The following diagrams illustrate the high level network architecture and sequence of events required for VoLTE SRVCC:

Diagram showing simplified architecture for Voice over LTE Single Radio Voice Call Continuity

Diagram showing sequence of events in Voice over LTE Single Radio Call Continuity procedure

Based on measurements provided by the UE, the E-UTRAN determines that SRVCC handover is required and sends a handover request to the MME, identifying a target cell in the 2G/3G network. The MME then triggers the SRVCC procedure in the MSC server by sending a handover request over the Sv interface. The MSC coordinates the handover of the UE to the legacy network with the transfer of the voice call session from packet switching to circuit switching in the IMS. The MSC creates the necessary circuit switched bearers and then sends a handover response message to the MME, containing the handover command message required for the UE to access the 2G/3G network.

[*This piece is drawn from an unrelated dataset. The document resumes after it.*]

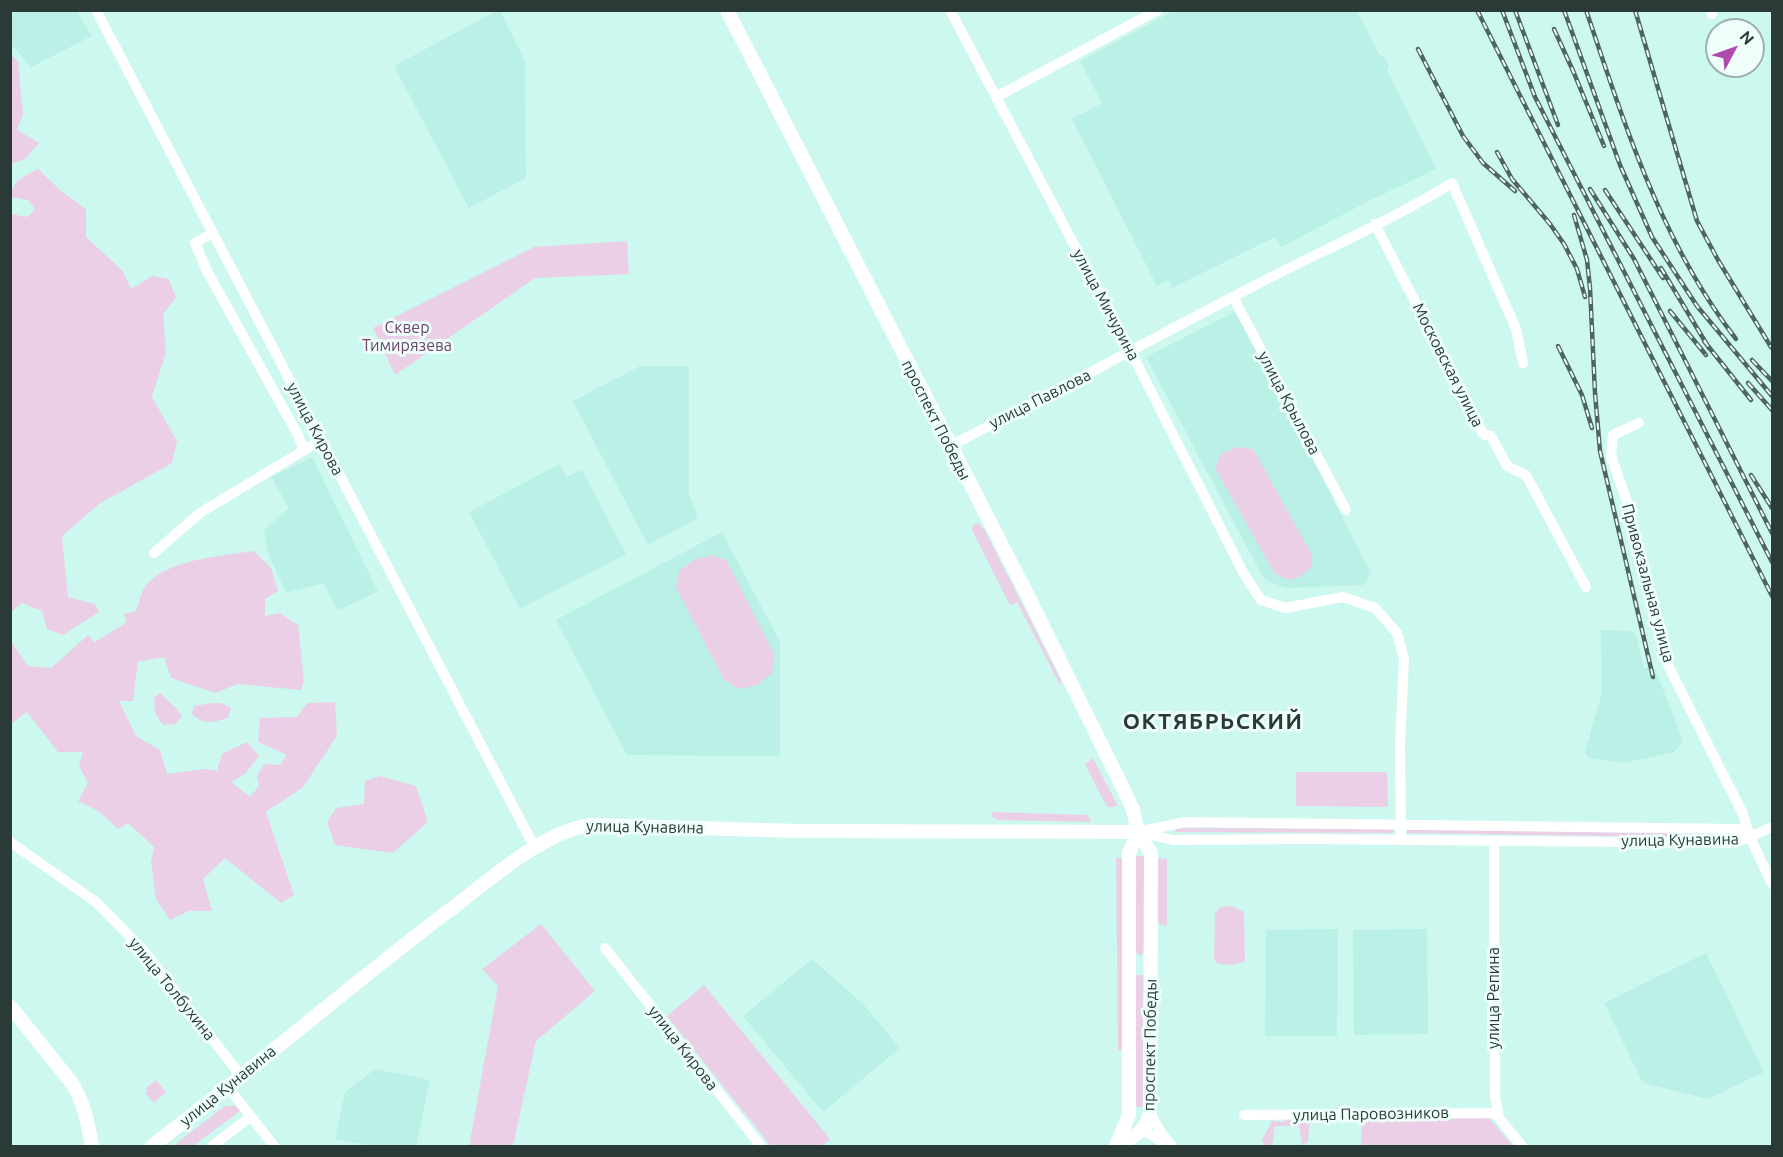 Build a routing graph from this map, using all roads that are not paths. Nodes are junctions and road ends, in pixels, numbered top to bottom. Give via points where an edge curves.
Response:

Throughout the process, overall control of the telephony session is maintained by the IMS. If the 2G/3G network and handset are able to carry packet switched data simultaneously with circuit switched voice, a user’s data sessions can be handed over at the same time as the voice call. The data sessions may be handed back to LTE when the mobile moves back into LTE coverage and concludes its voice call.

In February 2013, O2 Germany reported the first example of handover of a live call between VoLTE and 2G/3G in a multivendor test network. O2 went on to begin the roll out of VoLTE in its live network in November 2013 and hoped to start introducing SRVCC handover before the end of the year.

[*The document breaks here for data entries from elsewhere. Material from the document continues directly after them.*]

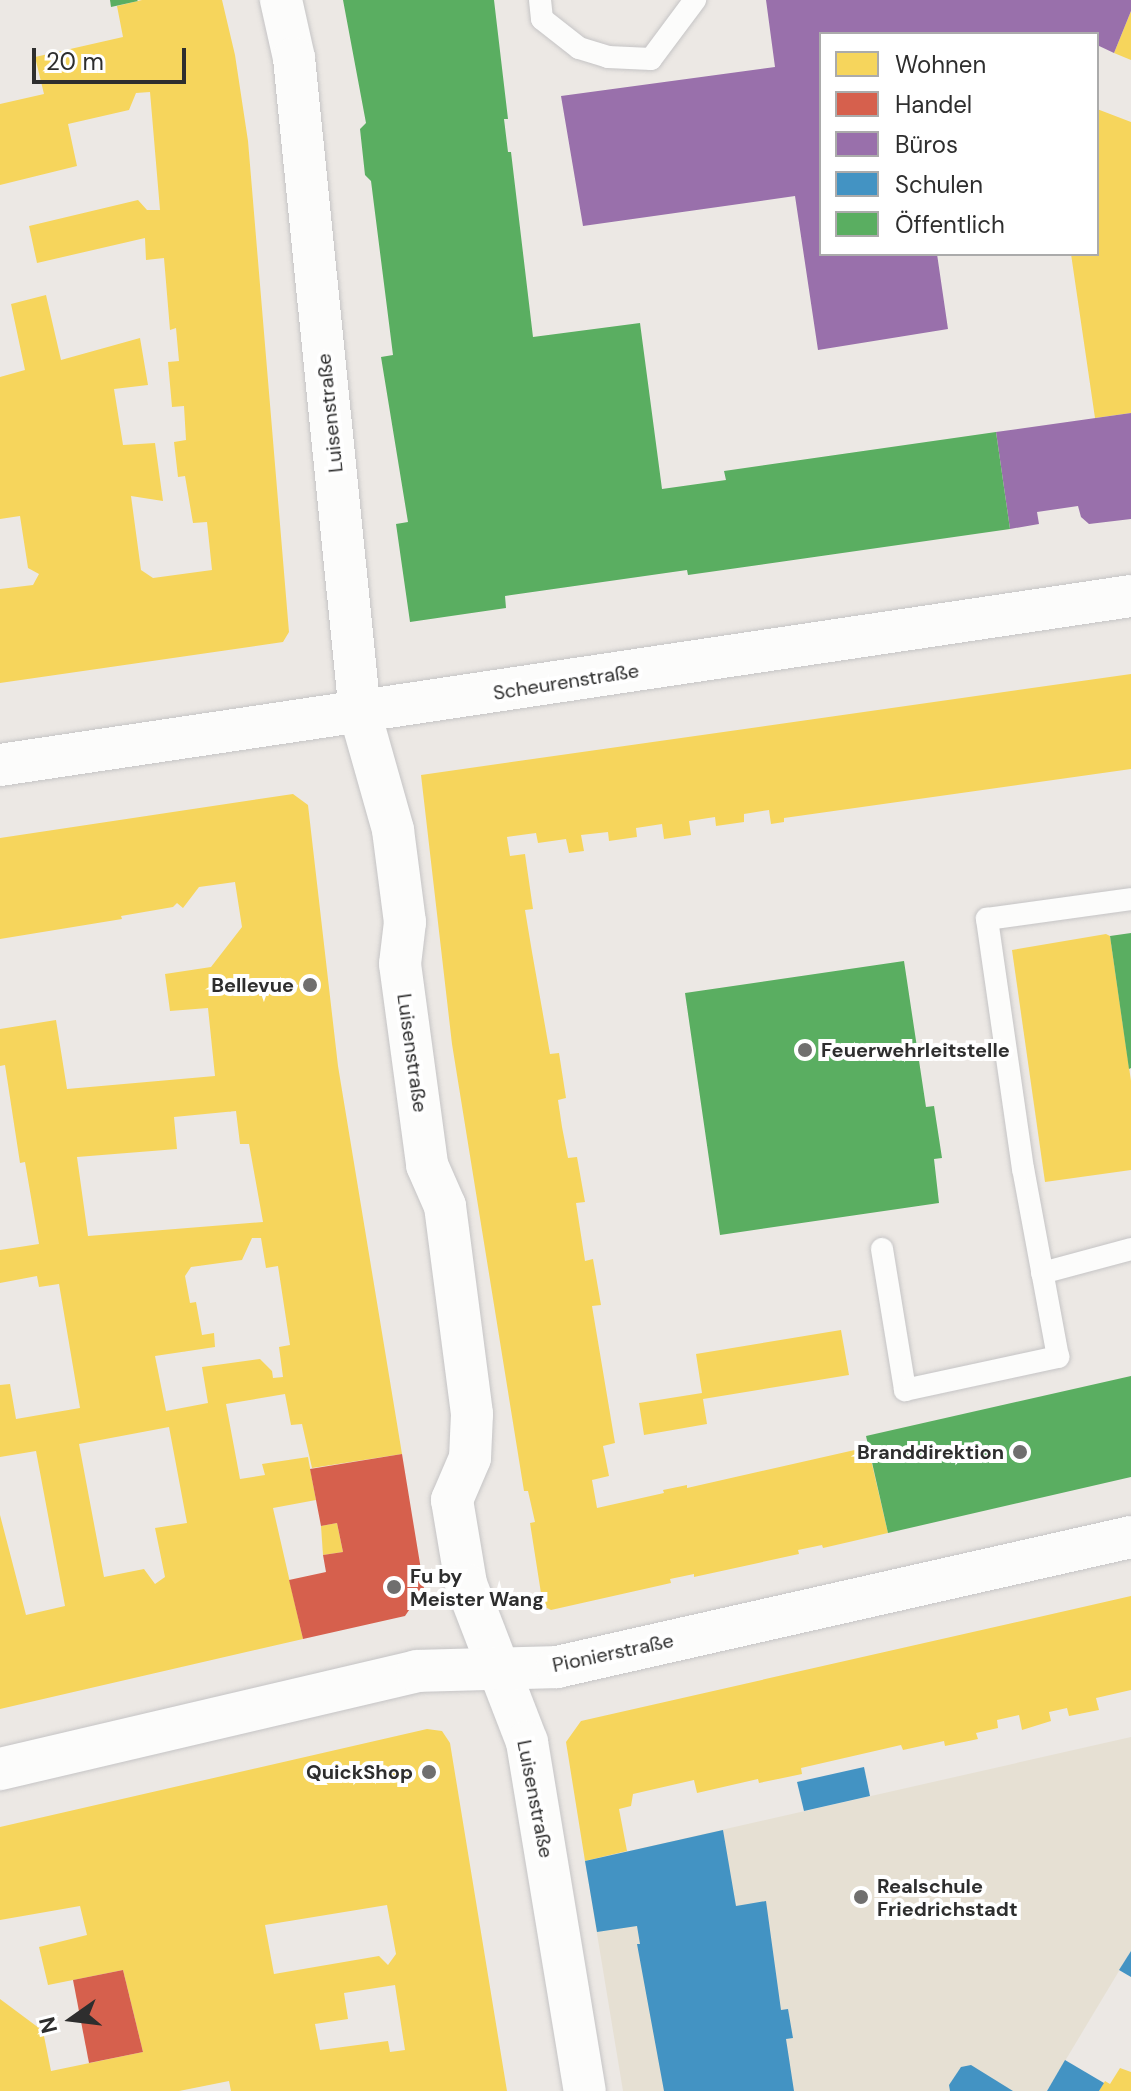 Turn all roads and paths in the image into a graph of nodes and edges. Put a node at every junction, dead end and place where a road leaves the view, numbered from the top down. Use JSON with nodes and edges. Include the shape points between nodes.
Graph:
{"nodes":[{"id":1,"x":281,"y":0,"type":"edge"},
{"id":2,"x":540,"y":0,"type":"edge"},
{"id":3,"x":695,"y":0,"type":"edge"},
{"id":4,"x":1131,"y":596,"type":"edge"},
{"id":5,"x":360,"y":713,"type":"junction"},
{"id":6,"x":0,"y":765,"type":"edge"},
{"id":7,"x":1131,"y":899,"type":"edge"},
{"id":8,"x":882,"y":1249,"type":"dead end"},
{"id":9,"x":1131,"y":1249,"type":"edge"},
{"id":10,"x":1042,"y":1273,"type":"junction"},
{"id":11,"x":1131,"y":1537,"type":"edge"},
{"id":12,"x":499,"y":1669,"type":"junction"},
{"id":13,"x":0,"y":1769,"type":"edge"},
{"id":14,"x":585,"y":2091,"type":"edge"}],
"edges":[{"from":1,"to":5,"type":"street","name":"Luisenstraße","via":[[294,58]]},
{"from":2,"to":3,"type":"lane","via":[[542,19],[579,48],[608,57],[651,59]]},
{"from":4,"to":5,"type":"street","name":"Scheurenstraße"},
{"from":5,"to":6,"type":"street","name":"Scheurenstraße"},
{"from":5,"to":12,"type":"street","name":"Luisenstraße","via":[[393,830],[405,922],[400,964],[427,1165],[445,1206],[472,1414],[470,1458],[452,1500],[466,1584]]},
{"from":7,"to":10,"type":"lane","via":[[987,919]]},
{"from":8,"to":10,"type":"lane","via":[[905,1390],[1058,1357]]},
{"from":9,"to":10,"type":"lane"},
{"from":11,"to":12,"type":"street","name":"Pionierstraße","via":[[557,1667]]},
{"from":12,"to":13,"type":"street","name":"Pionierstraße","via":[[417,1671]]},
{"from":12,"to":14,"type":"street","name":"Luisenstraße","via":[[527,1742]]}]}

Some of the milestones in the introduction of LTE voice services are summarised in the following table.

DateEventComment
December 2010Verizon launches LTE and introduces dual-radio handsets, which support voice on circuit switched CDMA and data on packet switched LTE.Bulky handsets. Heavy power consumption takes its toll on battery life.
November 2011AT&T launches single-radio handsets, which support voice using CSFB.Long call setup times. Differing coverage between LTE and legacy network.
February 2012Qualcomm and Ericsson report successful tests of SRVCC handover from VoLTE to WCDMA.Solution limited to Qualcomm and Ericsson.
August 2012South Korean and US operators launch VoLTE without SRVCC.Call drops if users move outside LTE coverage during a VoLTE call.
February 2013O2 Germany reports successful multivendor tests of SRVCC handover from VoLTE to GSM and WCDMA.First multivendor tests.
December 2013O2 Germany introduces SRVCC into live LTE network.First SRVCC in a live network.

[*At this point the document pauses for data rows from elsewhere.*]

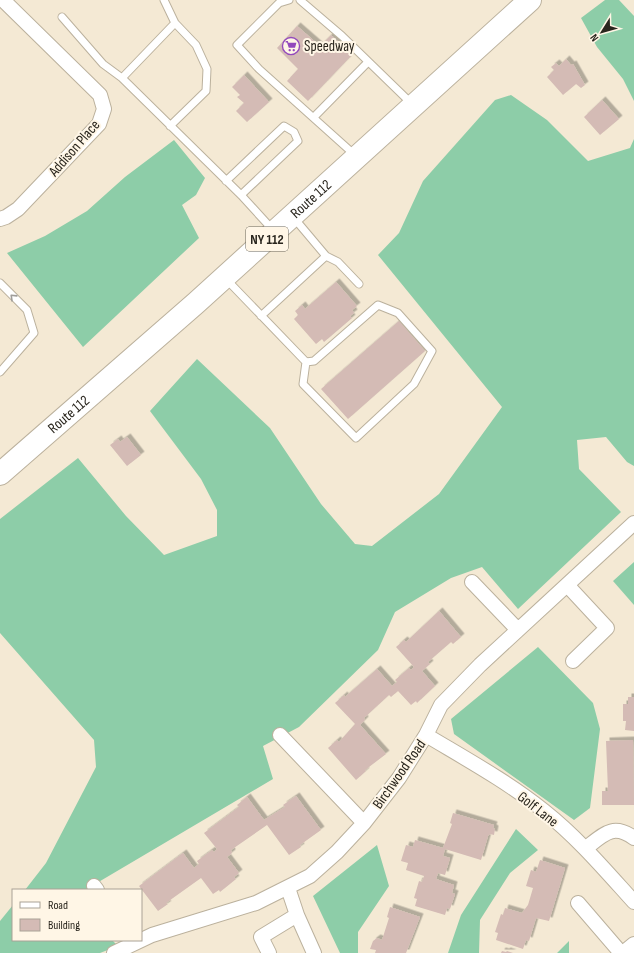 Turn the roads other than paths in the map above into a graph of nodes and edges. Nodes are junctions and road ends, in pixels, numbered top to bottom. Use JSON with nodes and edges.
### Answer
{"nodes":[{"id":1,"x":3,"y":0,"type":"edge"},
{"id":2,"x":164,"y":0,"type":"edge"},
{"id":3,"x":289,"y":0,"type":"edge"},
{"id":4,"x":300,"y":0,"type":"edge"},
{"id":5,"x":530,"y":0,"type":"edge"},
{"id":6,"x":62,"y":17,"type":"dead end"},
{"id":7,"x":175,"y":23,"type":"junction"},
{"id":8,"x":368,"y":62,"type":"junction"},
{"id":9,"x":122,"y":78,"type":"junction"},
{"id":10,"x":414,"y":106,"type":"junction"},
{"id":11,"x":314,"y":117,"type":"junction"},
{"id":12,"x":170,"y":126,"type":"junction"},
{"id":13,"x":357,"y":157,"type":"junction"},
{"id":14,"x":226,"y":181,"type":"junction"},
{"id":15,"x":241,"y":195,"type":"junction"},
{"id":16,"x":292,"y":216,"type":"junction"},
{"id":17,"x":0,"y":219,"type":"edge"},
{"id":18,"x":275,"y":232,"type":"junction"},
{"id":19,"x":326,"y":256,"type":"junction"},
{"id":20,"x":224,"y":277,"type":"junction"},
{"id":21,"x":0,"y":283,"type":"edge"},
{"id":22,"x":359,"y":284,"type":"dead end"},
{"id":23,"x":261,"y":316,"type":"junction"},
{"id":24,"x":306,"y":362,"type":"junction"},
{"id":25,"x":0,"y":372,"type":"edge"},
{"id":26,"x":0,"y":474,"type":"edge"},
{"id":27,"x":634,"y":522,"type":"edge"},
{"id":28,"x":472,"y":582,"type":"dead end"},
{"id":29,"x":568,"y":586,"type":"junction"},
{"id":30,"x":518,"y":630,"type":"junction"},
{"id":31,"x":573,"y":661,"type":"dead end"},
{"id":32,"x":280,"y":735,"type":"dead end"},
{"id":33,"x":426,"y":735,"type":"junction"},
{"id":34,"x":364,"y":823,"type":"junction"},
{"id":35,"x":634,"y":838,"type":"edge"},
{"id":36,"x":586,"y":848,"type":"junction"},
{"id":37,"x":288,"y":888,"type":"junction"},
{"id":38,"x":634,"y":902,"type":"edge"},
{"id":39,"x":578,"y":903,"type":"dead end"},
{"id":40,"x":297,"y":915,"type":"junction"},
{"id":41,"x":142,"y":940,"type":"edge"},
{"id":42,"x":139,"y":941,"type":"edge"},
{"id":43,"x":634,"y":944,"type":"edge"},
{"id":44,"x":114,"y":953,"type":"edge"},
{"id":45,"x":269,"y":953,"type":"edge"},
{"id":46,"x":314,"y":953,"type":"edge"},
{"id":47,"x":622,"y":953,"type":"edge"}],
"edges":[{"from":1,"to":17,"type":"street","name":"Addison Place"},
{"from":2,"to":7,"type":"lane"},
{"from":3,"to":11,"type":"lane"},
{"from":4,"to":8,"type":"lane"},
{"from":5,"to":10,"type":"main road","name":"Route 112","number":"NY 112"},
{"from":6,"to":9,"type":"lane"},
{"from":7,"to":9,"type":"lane"},
{"from":7,"to":12,"type":"lane"},
{"from":8,"to":10,"type":"lane"},
{"from":8,"to":11,"type":"lane"},
{"from":9,"to":12,"type":"lane"},
{"from":10,"to":13,"type":"main road","name":"Route 112","number":"NY 112"},
{"from":11,"to":13,"type":"lane"},
{"from":12,"to":14,"type":"lane"},
{"from":13,"to":16,"type":"main road","name":"Route 112","number":"NY 112"},
{"from":14,"to":15,"type":"lane"},
{"from":14,"to":15,"type":"lane"},
{"from":15,"to":18,"type":"lane"},
{"from":16,"to":18,"type":"main road","name":"Route 112","number":"NY 112"},
{"from":16,"to":19,"type":"lane"},
{"from":18,"to":20,"type":"main road","name":"Route 112","number":"NY 112"},
{"from":19,"to":22,"type":"lane"},
{"from":19,"to":23,"type":"lane"},
{"from":20,"to":23,"type":"lane"},
{"from":20,"to":26,"type":"main road","name":"Route 112","number":"NY 112"},
{"from":25,"to":21,"type":"lane","one_way":true},
{"from":23,"to":24,"type":"lane"},
{"from":24,"to":24,"type":"lane"},
{"from":27,"to":29,"type":"street","name":"Birchwood Road"},
{"from":28,"to":30,"type":"street"},
{"from":29,"to":30,"type":"street","name":"Birchwood Road"},
{"from":29,"to":31,"type":"street"},
{"from":30,"to":33,"type":"street","name":"Birchwood Road"},
{"from":32,"to":34,"type":"street"},
{"from":33,"to":34,"type":"street","name":"Birchwood Road"},
{"from":33,"to":36,"type":"street","name":"Golf Lane"},
{"from":34,"to":37,"type":"street","name":"Birchwood Road"},
{"from":35,"to":36,"type":"street"},
{"from":36,"to":38,"type":"street","name":"Golf Lane"},
{"from":37,"to":40,"type":"street"},
{"from":37,"to":41,"type":"street","name":"Birchwood Road"},
{"from":39,"to":47,"type":"street"},
{"from":40,"to":45,"type":"street"},
{"from":40,"to":46,"type":"street"},
{"from":42,"to":44,"type":"street","name":"Birchwood Road"},
{"from":43,"to":47,"type":"street"}]}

Ideally, most network operators would like to move to VoLTE as soon as possible, to fend off competition from over the top services such as Skype, which had almost 300 million users by mid-2013. However, it is essential that the quality and capability of VoLTE services is clearly superior to cheap (or free) alternatives. HD voice and RCS may be attractive in principle, but if the reliability and quality of the underlying VoLTE service is inadequate it could be a disaster for mobile operators.

For most network operators, the natural evolution will be to introduce LTE with CSFB and to take advantage of improvements in the performance of CSFB as they come along, while preparing for the introduction of VoLTE. Some network operators may launch VoLTE when they feel they have sufficient LTE coverage to provide an acceptable service in its own right. Others may choose to launch when they have confidence that VoLTE with SRVCC is able to meet quality expectations. Either way, we will have to wait a little while longer before VoLTE is widely used.

Dr Alastair Brydon has worked in digital radio communications for over 25 years. He provides expert advice on 2G, 3G and 4G mobile systems and standards including GSM, UMTS and LTE. He has written over 40 reports on the development of wireless technologies and services and has acted as an expert witness in major patent disputes.